Sunday, October 02, 2005

Pipit and Rosefinch save the day!

I spent the morning getting wet (“they said it would be dry”!) and seeing very little as I walked around Holkham, sifting through flocks of tits. I just had Treecreeper, a few Siskin to show for my troubles, no sign of any X-bills. I then sifted through 10,000 freshly arrived Pink-Feet but couldn’t find anything amongst them, the pager nagged at me continually, as it kept informing me that an elusive Tawny Pipit at West Runton, whilst elusive was still showing. I had felt sure it wouldn’t hang around, by 1.30PM the frustration and patience were wearing thin and I decided to head off for it – I still expected it to disappear by the tiem I arrived, it’s an hours ride minimum, and actually quite hilly once you are on the Cromer to Holt ridge.

The biggest issue was that I had decided to carry my manfrotto pod and Leica scope, by the time I reached Weybourne the panier arm secured to the seat stem was swinging dangerously side to side, and this also combined to make going uphill extremely hard going.
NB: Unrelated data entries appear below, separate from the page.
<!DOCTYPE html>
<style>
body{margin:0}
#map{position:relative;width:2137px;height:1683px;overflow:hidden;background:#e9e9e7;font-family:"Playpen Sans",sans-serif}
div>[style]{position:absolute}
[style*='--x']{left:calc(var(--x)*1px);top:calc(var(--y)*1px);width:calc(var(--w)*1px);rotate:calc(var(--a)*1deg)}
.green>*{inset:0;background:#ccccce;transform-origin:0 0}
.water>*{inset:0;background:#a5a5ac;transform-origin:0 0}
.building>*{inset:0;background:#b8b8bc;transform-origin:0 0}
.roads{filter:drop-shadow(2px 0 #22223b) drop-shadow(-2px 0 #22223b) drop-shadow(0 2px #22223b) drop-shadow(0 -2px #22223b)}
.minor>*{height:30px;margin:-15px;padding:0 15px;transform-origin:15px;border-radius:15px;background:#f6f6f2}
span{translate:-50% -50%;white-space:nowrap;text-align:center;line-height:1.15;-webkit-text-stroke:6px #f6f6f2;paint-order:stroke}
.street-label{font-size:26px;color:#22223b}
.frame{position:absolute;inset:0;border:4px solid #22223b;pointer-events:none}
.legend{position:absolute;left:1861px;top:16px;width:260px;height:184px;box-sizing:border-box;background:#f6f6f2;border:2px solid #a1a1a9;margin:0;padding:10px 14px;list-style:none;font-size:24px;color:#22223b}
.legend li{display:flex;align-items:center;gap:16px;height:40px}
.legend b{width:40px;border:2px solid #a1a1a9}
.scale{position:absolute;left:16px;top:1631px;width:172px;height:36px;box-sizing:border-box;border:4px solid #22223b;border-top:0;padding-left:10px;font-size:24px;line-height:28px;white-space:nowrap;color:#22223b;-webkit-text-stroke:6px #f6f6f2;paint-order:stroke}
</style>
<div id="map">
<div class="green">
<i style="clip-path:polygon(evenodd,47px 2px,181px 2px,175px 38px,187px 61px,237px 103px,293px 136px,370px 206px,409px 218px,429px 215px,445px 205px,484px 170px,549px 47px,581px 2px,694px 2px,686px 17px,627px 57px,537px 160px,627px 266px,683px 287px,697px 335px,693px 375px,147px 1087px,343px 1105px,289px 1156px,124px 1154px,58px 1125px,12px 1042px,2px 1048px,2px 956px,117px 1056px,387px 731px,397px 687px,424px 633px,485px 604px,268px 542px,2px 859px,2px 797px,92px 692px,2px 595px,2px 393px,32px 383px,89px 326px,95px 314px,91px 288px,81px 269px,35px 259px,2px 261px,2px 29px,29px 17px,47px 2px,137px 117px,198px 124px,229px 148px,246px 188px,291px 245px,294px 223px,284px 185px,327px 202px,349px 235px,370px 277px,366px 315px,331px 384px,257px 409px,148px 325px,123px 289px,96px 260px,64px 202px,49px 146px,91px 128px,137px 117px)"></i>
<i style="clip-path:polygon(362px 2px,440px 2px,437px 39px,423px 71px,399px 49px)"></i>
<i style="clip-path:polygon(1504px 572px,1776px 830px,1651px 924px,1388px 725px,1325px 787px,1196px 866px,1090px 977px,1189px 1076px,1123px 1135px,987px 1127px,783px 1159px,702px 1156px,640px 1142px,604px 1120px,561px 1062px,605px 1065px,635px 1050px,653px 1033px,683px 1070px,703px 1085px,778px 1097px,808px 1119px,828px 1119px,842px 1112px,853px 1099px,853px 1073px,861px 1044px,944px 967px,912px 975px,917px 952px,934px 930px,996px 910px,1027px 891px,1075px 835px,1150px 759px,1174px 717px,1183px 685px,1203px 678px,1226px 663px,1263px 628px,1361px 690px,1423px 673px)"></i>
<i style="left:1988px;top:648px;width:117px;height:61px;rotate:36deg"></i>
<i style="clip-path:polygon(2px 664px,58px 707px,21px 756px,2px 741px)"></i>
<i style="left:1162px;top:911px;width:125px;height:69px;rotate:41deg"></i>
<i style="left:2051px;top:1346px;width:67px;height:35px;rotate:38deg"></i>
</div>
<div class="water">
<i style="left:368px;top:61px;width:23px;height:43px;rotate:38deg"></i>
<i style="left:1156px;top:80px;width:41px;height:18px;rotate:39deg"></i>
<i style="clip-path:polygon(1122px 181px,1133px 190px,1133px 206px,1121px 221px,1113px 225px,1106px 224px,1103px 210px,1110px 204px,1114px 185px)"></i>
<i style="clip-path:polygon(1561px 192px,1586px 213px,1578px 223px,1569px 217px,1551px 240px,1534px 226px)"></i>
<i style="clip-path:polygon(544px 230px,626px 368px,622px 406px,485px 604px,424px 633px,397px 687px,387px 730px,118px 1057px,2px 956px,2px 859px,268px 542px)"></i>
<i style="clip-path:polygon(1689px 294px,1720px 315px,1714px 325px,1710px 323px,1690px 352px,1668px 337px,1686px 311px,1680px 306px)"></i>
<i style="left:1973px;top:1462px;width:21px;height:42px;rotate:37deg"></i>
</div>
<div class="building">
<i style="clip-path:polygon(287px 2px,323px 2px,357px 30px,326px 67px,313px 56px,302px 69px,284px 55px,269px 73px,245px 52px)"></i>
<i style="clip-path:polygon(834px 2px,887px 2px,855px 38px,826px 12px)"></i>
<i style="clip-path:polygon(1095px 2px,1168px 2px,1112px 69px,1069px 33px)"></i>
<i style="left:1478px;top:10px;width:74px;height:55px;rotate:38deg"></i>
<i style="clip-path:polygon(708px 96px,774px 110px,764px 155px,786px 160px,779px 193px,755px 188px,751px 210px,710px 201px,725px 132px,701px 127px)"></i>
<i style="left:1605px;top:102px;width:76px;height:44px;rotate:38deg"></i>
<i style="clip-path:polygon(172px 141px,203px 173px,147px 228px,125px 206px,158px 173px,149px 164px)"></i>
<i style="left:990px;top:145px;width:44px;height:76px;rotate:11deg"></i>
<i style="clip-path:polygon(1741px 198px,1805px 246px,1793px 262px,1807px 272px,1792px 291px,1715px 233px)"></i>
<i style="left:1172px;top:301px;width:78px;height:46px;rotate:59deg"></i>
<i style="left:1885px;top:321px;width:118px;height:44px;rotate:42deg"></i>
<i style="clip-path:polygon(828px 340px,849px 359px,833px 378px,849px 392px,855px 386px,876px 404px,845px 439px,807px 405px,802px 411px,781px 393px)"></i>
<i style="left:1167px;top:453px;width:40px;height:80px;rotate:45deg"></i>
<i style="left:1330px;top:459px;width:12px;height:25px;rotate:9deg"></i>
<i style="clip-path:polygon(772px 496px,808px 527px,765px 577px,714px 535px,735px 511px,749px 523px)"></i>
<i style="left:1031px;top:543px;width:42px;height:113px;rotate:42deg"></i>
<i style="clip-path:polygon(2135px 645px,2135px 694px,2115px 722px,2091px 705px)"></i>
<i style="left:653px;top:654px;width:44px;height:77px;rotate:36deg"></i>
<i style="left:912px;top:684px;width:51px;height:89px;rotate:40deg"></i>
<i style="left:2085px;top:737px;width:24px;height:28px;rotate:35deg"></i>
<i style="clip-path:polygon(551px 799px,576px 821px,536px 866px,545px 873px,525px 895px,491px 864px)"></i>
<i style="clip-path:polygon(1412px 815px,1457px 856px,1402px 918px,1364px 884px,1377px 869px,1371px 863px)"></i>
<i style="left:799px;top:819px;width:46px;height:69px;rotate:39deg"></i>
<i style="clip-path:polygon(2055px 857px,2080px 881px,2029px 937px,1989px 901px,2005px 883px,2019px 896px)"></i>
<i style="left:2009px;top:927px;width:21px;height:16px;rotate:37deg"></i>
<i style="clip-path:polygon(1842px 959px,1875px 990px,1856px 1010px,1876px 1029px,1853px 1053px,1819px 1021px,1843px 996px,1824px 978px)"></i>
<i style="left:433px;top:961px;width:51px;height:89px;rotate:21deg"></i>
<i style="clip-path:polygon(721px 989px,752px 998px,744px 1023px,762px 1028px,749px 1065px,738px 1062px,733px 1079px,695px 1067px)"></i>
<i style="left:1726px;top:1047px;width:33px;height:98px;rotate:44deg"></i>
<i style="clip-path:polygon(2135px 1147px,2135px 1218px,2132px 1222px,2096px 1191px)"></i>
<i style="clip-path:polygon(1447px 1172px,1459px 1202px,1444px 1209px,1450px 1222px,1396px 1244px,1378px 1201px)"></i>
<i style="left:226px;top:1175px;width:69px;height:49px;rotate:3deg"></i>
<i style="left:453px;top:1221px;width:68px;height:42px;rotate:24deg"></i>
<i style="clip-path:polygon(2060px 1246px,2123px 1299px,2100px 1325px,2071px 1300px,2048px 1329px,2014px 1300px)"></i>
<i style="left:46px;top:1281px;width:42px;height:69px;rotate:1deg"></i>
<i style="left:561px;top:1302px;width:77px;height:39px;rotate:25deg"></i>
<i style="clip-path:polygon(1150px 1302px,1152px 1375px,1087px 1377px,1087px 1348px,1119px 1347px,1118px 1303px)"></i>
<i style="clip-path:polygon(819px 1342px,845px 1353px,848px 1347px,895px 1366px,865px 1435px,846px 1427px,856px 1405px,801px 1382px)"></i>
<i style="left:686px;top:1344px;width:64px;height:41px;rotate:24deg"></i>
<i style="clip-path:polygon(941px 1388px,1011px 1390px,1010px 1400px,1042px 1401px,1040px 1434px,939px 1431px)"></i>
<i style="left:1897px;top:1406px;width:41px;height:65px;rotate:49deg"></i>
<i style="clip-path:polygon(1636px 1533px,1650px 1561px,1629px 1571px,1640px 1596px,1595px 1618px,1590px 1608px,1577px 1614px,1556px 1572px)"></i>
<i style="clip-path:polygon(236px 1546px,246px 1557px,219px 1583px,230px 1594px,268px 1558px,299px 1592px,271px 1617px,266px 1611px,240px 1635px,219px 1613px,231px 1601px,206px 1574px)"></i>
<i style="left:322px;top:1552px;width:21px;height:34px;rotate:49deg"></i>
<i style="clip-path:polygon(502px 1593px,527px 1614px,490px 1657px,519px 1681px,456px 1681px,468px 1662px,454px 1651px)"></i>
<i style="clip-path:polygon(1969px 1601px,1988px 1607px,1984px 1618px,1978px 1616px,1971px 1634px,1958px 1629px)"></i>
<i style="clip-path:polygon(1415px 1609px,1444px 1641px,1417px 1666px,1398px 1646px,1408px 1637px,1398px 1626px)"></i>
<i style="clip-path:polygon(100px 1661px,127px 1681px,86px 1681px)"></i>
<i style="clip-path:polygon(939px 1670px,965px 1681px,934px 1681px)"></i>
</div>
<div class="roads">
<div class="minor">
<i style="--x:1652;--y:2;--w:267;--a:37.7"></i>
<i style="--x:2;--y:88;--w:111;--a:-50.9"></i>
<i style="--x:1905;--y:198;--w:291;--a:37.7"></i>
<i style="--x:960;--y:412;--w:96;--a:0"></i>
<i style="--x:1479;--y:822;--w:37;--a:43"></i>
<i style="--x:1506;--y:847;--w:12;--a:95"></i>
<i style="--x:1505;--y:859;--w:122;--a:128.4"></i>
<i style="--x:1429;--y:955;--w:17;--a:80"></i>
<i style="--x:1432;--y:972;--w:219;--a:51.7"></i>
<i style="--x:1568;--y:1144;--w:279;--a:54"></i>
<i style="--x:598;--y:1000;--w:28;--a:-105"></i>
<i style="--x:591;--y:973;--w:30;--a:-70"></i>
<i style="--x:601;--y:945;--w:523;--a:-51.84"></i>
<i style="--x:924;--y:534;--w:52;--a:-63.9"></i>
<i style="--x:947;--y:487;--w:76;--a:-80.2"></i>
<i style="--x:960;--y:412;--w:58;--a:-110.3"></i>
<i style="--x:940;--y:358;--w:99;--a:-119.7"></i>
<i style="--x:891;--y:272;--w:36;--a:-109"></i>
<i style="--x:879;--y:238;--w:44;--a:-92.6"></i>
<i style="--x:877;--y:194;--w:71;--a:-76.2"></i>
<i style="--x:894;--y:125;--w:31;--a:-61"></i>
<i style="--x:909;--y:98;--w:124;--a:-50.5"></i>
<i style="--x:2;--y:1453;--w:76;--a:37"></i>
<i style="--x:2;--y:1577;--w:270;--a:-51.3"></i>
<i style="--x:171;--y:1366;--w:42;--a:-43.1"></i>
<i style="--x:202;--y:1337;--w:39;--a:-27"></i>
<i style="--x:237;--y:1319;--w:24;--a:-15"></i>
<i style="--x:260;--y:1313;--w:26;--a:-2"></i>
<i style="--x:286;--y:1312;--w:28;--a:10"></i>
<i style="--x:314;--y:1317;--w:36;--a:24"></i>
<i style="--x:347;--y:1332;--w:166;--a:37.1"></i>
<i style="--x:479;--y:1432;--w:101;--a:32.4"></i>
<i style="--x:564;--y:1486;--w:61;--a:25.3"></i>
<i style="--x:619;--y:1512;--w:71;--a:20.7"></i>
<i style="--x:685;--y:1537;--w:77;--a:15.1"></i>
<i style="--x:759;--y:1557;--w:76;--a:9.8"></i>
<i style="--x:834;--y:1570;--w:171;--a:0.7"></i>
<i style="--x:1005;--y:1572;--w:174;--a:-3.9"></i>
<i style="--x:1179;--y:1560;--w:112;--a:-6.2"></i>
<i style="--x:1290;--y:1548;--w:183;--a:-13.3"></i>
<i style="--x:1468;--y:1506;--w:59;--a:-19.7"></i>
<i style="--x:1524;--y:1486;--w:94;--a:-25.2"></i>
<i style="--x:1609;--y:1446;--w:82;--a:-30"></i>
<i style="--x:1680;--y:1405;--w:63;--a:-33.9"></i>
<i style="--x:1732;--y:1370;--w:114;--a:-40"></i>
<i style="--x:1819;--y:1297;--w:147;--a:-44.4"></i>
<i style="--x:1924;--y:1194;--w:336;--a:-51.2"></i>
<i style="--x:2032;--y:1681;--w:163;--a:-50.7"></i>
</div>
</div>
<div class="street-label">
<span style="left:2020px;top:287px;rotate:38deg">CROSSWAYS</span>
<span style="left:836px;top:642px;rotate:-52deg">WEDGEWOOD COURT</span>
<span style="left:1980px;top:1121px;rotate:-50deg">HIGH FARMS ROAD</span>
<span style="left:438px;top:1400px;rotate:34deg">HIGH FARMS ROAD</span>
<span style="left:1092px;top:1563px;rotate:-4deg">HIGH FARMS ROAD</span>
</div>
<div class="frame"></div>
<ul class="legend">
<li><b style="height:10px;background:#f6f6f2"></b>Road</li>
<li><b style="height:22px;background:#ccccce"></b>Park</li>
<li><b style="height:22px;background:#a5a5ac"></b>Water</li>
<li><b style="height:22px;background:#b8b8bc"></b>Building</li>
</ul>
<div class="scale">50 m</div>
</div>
Now a Common Rosefinch had also turned up at Beeston bump, so I had just had to keep going!
Two more hills and I managed to get to the Rosefinch with a few fearful moments, and several attempts to secure the panier.

On arriving at the Rosefinch, hot, sweaty and bothered, I was informed that the bird had disappeared off up the hillside. “Just what I need” I thought to myself. Most present had seen it, and were now chatting “birds”. I hauled the scope and pod up, it was now to return the favour from my efforts of carrying it! A quick scan of the hilltops gardens and I had a pale plain finch feeding on blackberries, I was pretty sure that was it. Mark Ward & Robin Abel whom are also year listing had also arrived, fortunately Mark had a zoom and this enabled us to nail it………COMMON ROSEFINCH, excellent…….. just then it took off and flew down and landed in the elderberries right in front of us.

An SOS call and the possibility of a Norfolk tick for Jacky, enabled me to lighten my load. Jax arrived at Beeston, took the scope and pod off me and I found a new burst of speed as I headed for the Tawny Pipit.

I actually arrived shortly before Jacky, and we were very lucky as almost straight away the TAWNY PIPIT showed, I couldn’t believe it as the pager had suggested we might be waiting a few hours.
We must have seen it as well as anyone all day, it walked “wagtail like” around on the bare areas between the stubble and fallow areas. The ride home seemed a breeze with no gear to carry and two more NMY ticks under the belt!